La Libertà che guida il popolo (Eugène Delacroix, 1830)

Di José Javier Esparza

“La rivoluzione culturale nichilista che caratterizza il nostro tempo non è una sovversione contro il potere costituito, ma il contrario, uno strumento al suo servizio, un’arma nelle mani di chi governa”.

Stiamo vivendo una vera e propria rivoluzione. Più o meno discreta, più o meno domestica, senza barricate né palazzi d’inverno, senza la Libertà a torso nudo che guida il popolo come nella pittura di Delacroix, ma pur sempre rivoluzione. Rivoluzione politica per decomposizione delle sovranità nazionali, rivoluzione economica per trasformazione del capitalismo, rivoluzione culturale per alterazione assoluta dei valori sociali. In passato, le rivoluzioni erano guidate dal popolo, o almeno così volevamo credere. Non oggi. La rivoluzione di oggi non è compiuta dal popolo, ma dalle élites, cioè da coloro che governano. Sono loro che sponsorizzano il grande movimento di distruzione delle identità storiche, di annientamento dei ruoli tradizionali di uomini e donne, di ricomposizione delle divisioni sociali (sostituzione di vecchie divisioni con nuove), inclusa la riassegnazione della funzione sessuale. Tutto questo nello stesso momento in cui l’ordine economico si trasforma completamente in un movimento che, anche in questo caso, non guarda affatto al bene comune, ma alla sopravvivenza del sistema stesso.
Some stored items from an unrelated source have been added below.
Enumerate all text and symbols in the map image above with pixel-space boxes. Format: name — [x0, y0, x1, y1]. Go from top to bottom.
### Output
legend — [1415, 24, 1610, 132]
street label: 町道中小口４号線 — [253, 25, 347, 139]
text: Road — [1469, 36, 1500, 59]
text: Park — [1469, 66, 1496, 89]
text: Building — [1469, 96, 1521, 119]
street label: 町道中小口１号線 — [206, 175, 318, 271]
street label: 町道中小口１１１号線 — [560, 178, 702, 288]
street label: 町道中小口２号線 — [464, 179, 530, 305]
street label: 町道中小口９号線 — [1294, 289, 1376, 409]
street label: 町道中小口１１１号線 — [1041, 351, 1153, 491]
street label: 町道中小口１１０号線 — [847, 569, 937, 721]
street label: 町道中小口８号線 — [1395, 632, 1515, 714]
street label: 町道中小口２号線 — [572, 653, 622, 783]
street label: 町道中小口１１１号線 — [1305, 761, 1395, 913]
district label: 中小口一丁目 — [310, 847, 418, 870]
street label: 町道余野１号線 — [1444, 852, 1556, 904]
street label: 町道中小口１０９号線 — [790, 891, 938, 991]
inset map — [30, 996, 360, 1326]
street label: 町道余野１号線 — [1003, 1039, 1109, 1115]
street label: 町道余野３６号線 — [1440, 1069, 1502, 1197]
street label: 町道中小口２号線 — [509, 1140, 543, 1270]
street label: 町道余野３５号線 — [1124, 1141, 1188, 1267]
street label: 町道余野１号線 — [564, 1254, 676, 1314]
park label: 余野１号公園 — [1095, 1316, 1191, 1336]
E quello che bisogna capire è questo: la rivoluzione culturale nichilista che caratterizza il nostro tempo non è un sovvertimento contro il potere costituito, ma, al contrario, uno strumento al suo servizio, un’arma nelle mani di chi governa.

Mezzo secolo fa, il sociologo nordamericano Daniel Bell, allora molto rinomato, compilò alcuni suoi studi in un libro intitolato “Le contraddizioni culturali del capitalismo” (1976) e la cui tesi centrale fu, in estrema sintesi, questa: il capitalismo si è costituito sui valori di fatica, lavoro, sacrificio, abnegazione e austerità, ma il tipo di società che il capitalismo stesso genera spinge le persone a comportarsi secondo controvalori, ovvero edonismo, consumismo, spese di lusso, ecc. In breve, il capitalismo del dopoguerra ha trionfato grazie a un certo ammontare di valori che presto sarebbero stati minati dal trionfo del capitalismo stesso. È un percorso che tutti i baby boomer abbiamo conosciuto bene: il passaggio dallo spirito di risparmio alla propensione a spendere, dalla società del lavoro alla società dei consumi, dalla cultura del sacrificio alla cultura del godimento. Si potrebbe quindi dedurre che i giorni del mondo capitalista fossero contati, poiché i nuovi valori erano incompatibili con il capitalismo tradizionale. I nostri genitori, cresciuti nell’austerità, hanno costruito un mondo che i nostri figli, cresciuti nell’abbondanza, non sarebbero stati in grado di sostenere. Ora, ciò che abbiamo sperimentato negli ultimi decenni è che il capitalismo ha prodotto la propria cultura e si è trasformato al ritmo di questi cambiamenti.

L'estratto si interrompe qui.